Task objective: What lines in the data hold the string "CENTER"? Show them.

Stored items
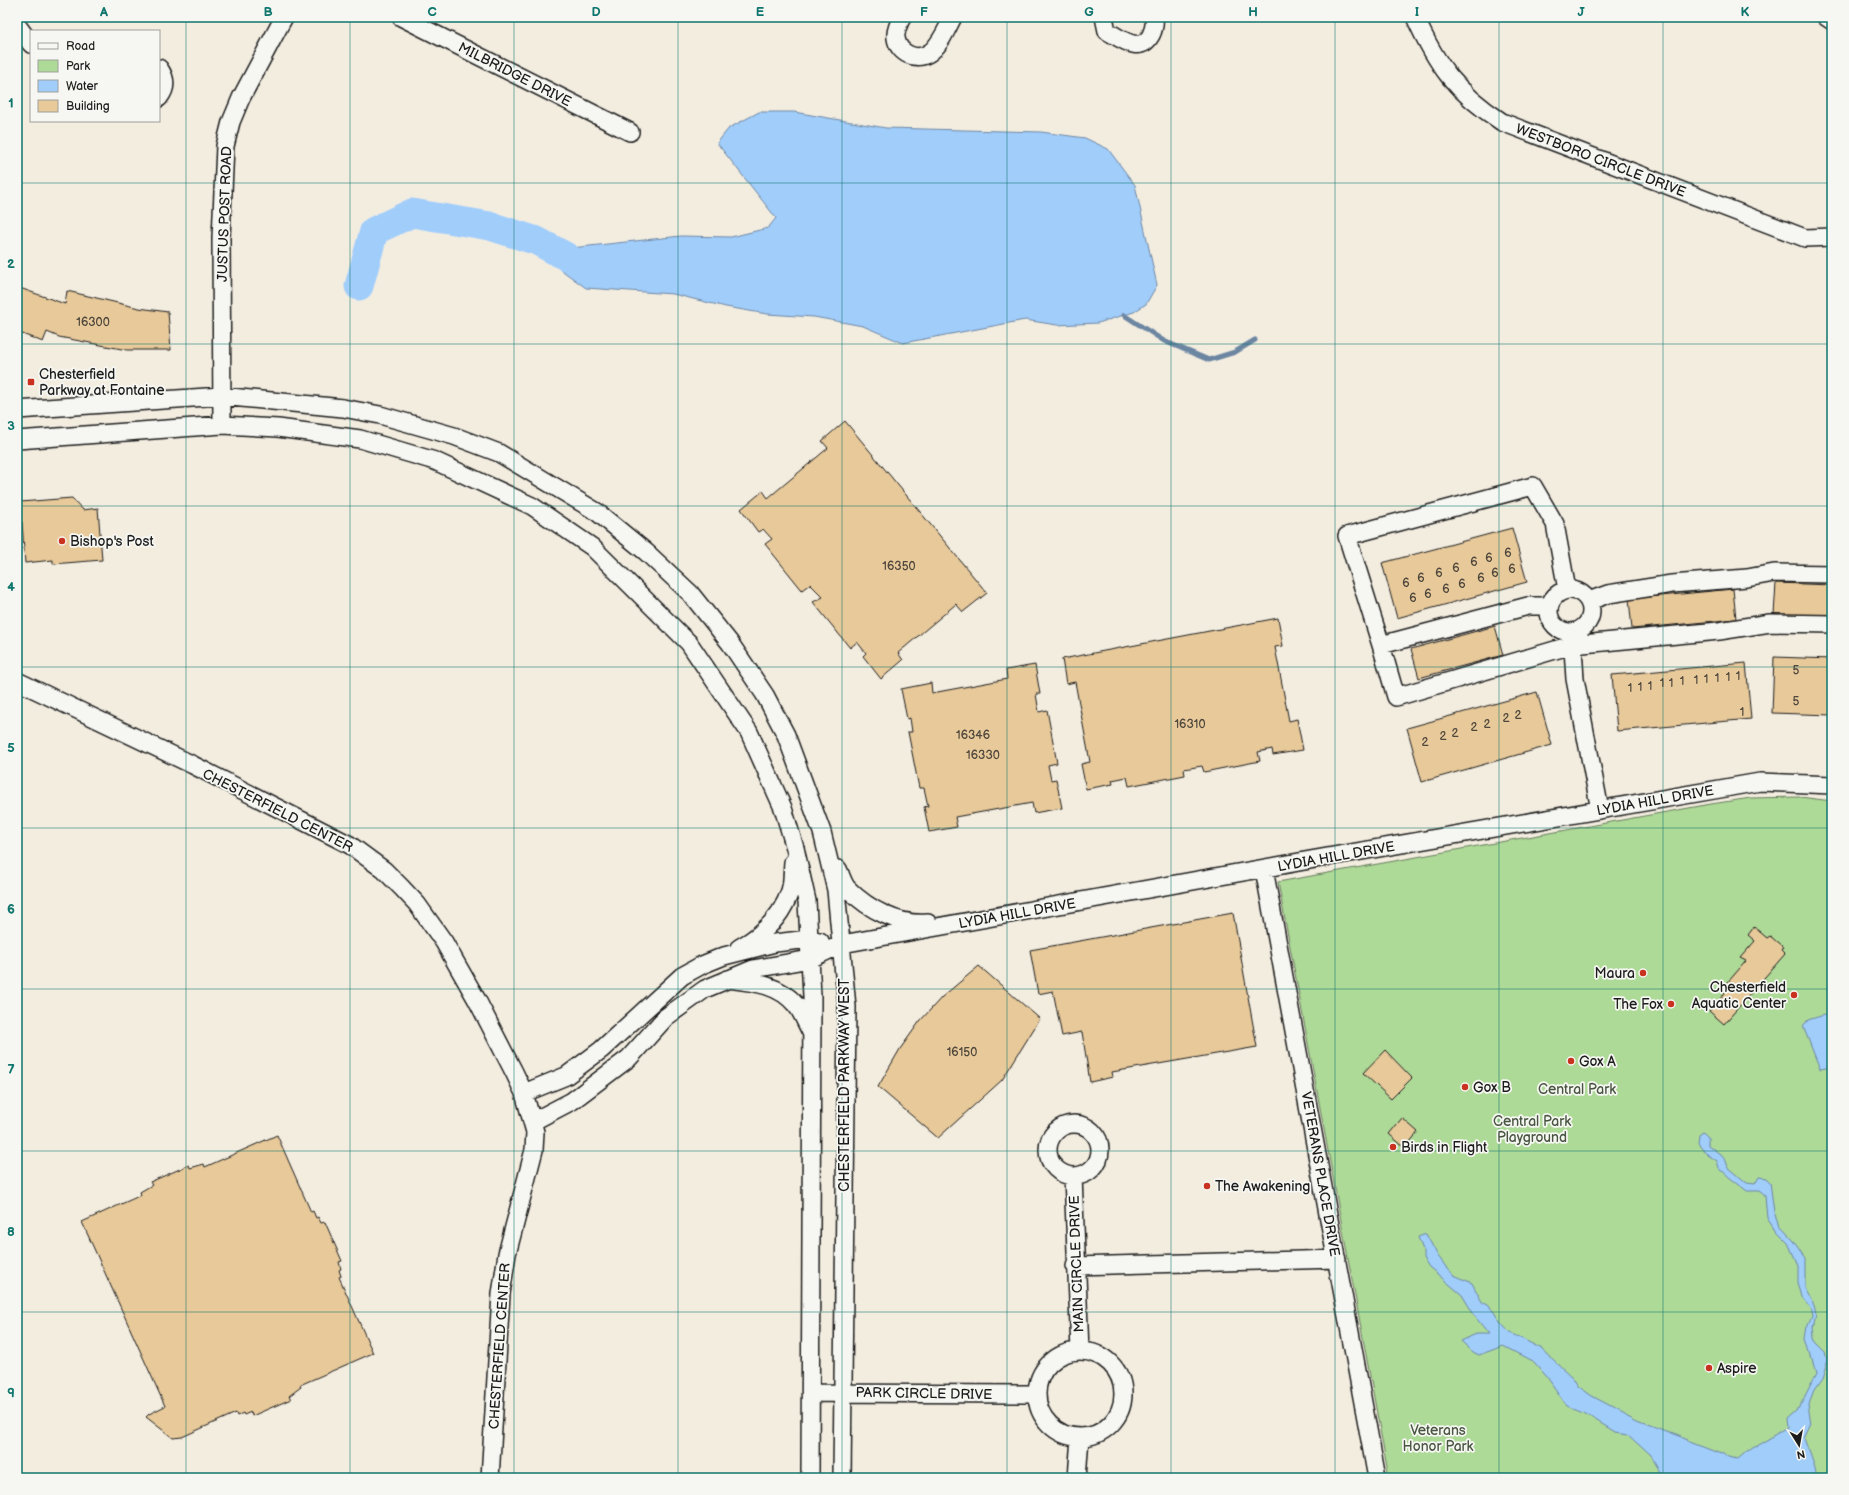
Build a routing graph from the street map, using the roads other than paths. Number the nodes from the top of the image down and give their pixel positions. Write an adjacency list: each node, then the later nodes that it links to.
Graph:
1 (284, 17): 16 (street, JUSTUS POST ROAD)
2 (401, 17): 14 (street, MILBRIDGE DRIVE)
3 (902, 17): 4 (street)
4 (953, 17)
5 (1104, 17): 6 (street)
6 (1154, 17)
7 (1415, 17): 15 (street, WESTBORO CIRCLE DRIVE)
8 (1826, 17): 9 (street)
9 (1832, 21)
10 (17, 25): 11 (street)
11 (30, 43)
12 (160, 70): 13 (street)
13 (160, 96)
14 (630, 132)
15 (1832, 237)
16 (221, 396): 17 (street, CHESTERFIELD PARKWAY WEST); 18 (street, JUSTUS POST ROAD); 30 (street, CHESTERFIELD PARKWAY WEST)
17 (17, 410)
18 (222, 425): 19 (street); 31 (street)
19 (17, 440)
20 (1832, 574): 22 (street)
21 (1567, 590): 22 (street); 23 (street); 26 (street)
22 (1589, 602): 25 (street)
23 (1549, 606): 25 (street); 26 (street)
24 (1832, 624): 25 (street)
25 (1572, 639): 26 (street); 29 (street)
26 (1381, 645)
27 (17, 681): 40 (street, CHESTERFIELD CENTER)
28 (1832, 785): 29 (street, LYDIA HILL DRIVE)
29 (1600, 810): 32 (street, LYDIA HILL DRIVE)
30 (823, 837): 33 (street); 35 (street, CHESTERFIELD PARKWAY WEST)
31 (795, 848): 34 (street); 36 (street)
32 (1264, 869): 33 (street, LYDIA HILL DRIVE); 43 (street, VETERANS PLACE DRIVE)
33 (988, 918): 35 (street, LYDIA HILL DRIVE)
34 (809, 939): 35 (street); 36 (street); 37 (street)
35 (842, 944): 37 (street); 46 (street, CHESTERFIELD PARKWAY WEST)
36 (724, 956): 40 (street)
37 (810, 959): 38 (street); 39 (street)
38 (728, 979): 39 (street); 41 (street)
39 (812, 1034): 47 (street)
40 (524, 1094): 41 (street, CHESTERFIELD CENTER)
41 (532, 1122): 50 (street, CHESTERFIELD CENTER)
42 (1073, 1176): 44 (street, MAIN CIRCLE DRIVE)
43 (1337, 1259): 44 (street); 54 (street, VETERANS PLACE DRIVE)
44 (1075, 1266): 45 (street, MAIN CIRCLE DRIVE)
45 (1080, 1351): 48 (street, MAIN CIRCLE DRIVE); 49 (street, MAIN CIRCLE DRIVE)
46 (843, 1392): 47 (street, PARK CIRCLE DRIVE); 48 (street, PARK CIRCLE DRIVE); 52 (street, CHESTERFIELD PARKWAY WEST)
47 (811, 1393): 51 (street)
48 (1037, 1394): 49 (street, MAIN CIRCLE DRIVE)
49 (1080, 1436): 53 (street)
50 (490, 1478)
51 (810, 1478)
52 (842, 1478)
53 (1077, 1478)
54 (1378, 1478)

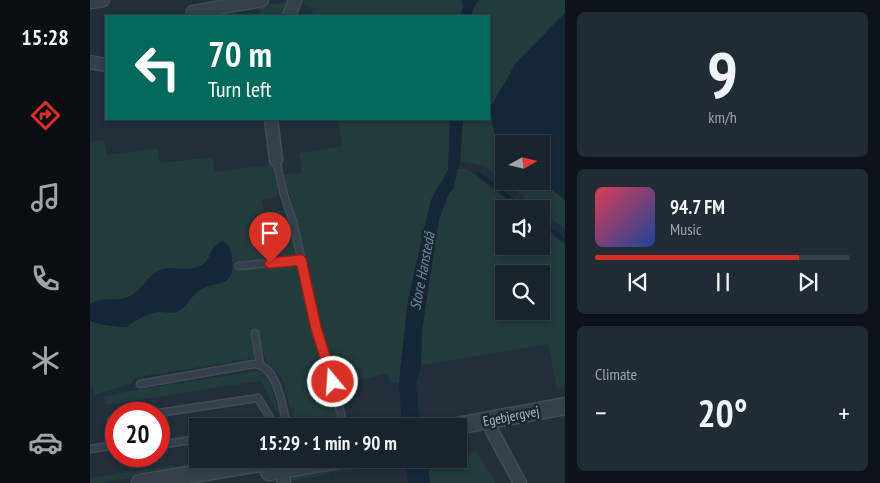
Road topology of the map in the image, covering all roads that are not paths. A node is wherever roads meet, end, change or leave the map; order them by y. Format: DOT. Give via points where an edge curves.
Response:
graph roads {
  1 [pos="103,0"];
  2 [pos="262,0"];
  3 [pos="295,0"];
  4 [pos="90,2"];
  5 [pos="194,12"];
  6 [pos="289,15"];
  7 [pos="90,62"];
  8 [pos="105,65"];
  9 [pos="270,120"];
  10 [pos="276,160"];
  11 [pos="301,260"];
  12 [pos="239,266"];
  13 [pos="255,333"];
  14 [pos="260,364"];
  15 [pos="140,384"];
  16 [pos="565,406"];
  17 [pos="170,411"];
  18 [pos="565,417"];
  19 [pos="271,418"];
  20 [pos="286,418"];
  21 [pos="342,418"];
  22 [pos="467,426"];
  23 [pos="491,426"];
  24 [pos="467,435"];
  25 [pos="189,440"];
  26 [pos="170,443"];
  27 [pos="105,447"];
  28 [pos="90,449"];
  29 [pos="267,468"];
  30 [pos="273,468"];
  31 [pos="185,479"];
  32 [pos="140,483"];
  33 [pos="208,483"];
  34 [pos="520,483"];
  1 -- 4 [label="street"];
  2 -- 5 [label="street"];
  3 -- 6 [label="street"];
  7 -- 8 [label="street"];
  9 -- 10 [label="street"];
  10 -- 11 [label="lane"];
  11 -- 12 [label="lane"];
  11 -- 21 [label="lane" via="316,328"];
  13 -- 14 [label="lane"];
  14 -- 15 [label="lane"];
  14 -- 20 [label="lane" via="274,378"];
  16 -- 23 [label="street, Egebjergvej"];
  17 -- 19 [label="lane" via="258,398"];
  18 -- 23 [label="street, Egebjergvej"];
  22 -- 23 [label="street, Egebjergvej"];
  23 -- 24 [label="street, Egebjergvej"];
  23 -- 34 [label="street"];
  25 -- 26 [label="lane"];
  27 -- 28 [label="lane"];
  29 -- 31 [label="street"];
  30 -- 33 [label="street"];
  31 -- 32 [label="street"];
}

Your solution:
27 (17, 681): 40 (street, CHESTERFIELD CENTER)
40 (524, 1094): 41 (street, CHESTERFIELD CENTER)
41 (532, 1122): 50 (street, CHESTERFIELD CENTER)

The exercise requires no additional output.